-- DATASET CONTENT follows --

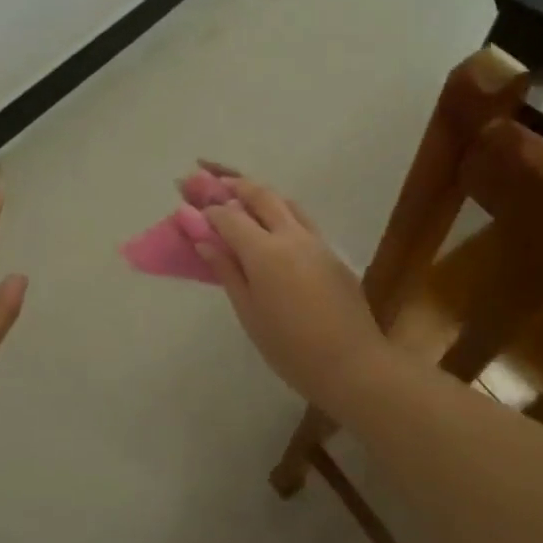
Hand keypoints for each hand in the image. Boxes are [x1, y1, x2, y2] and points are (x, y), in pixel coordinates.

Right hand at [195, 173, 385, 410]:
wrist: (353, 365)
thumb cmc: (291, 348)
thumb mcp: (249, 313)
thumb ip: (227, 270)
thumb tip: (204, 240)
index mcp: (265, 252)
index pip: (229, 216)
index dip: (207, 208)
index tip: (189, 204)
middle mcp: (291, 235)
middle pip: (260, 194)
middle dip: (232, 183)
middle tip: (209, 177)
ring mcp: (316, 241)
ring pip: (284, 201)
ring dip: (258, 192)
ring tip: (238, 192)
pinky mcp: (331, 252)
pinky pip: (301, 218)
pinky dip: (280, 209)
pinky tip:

-- DATASET CONTENT concluded --

§ WHAT TO DO
Would you show each line of the listing above that has the string "pinky"?

§ SOLUTION FOR THIS TASK
pinky mcp: (331, 252)
pinky pip: (301, 218)
pinky dip: (280, 209)
pinky tip:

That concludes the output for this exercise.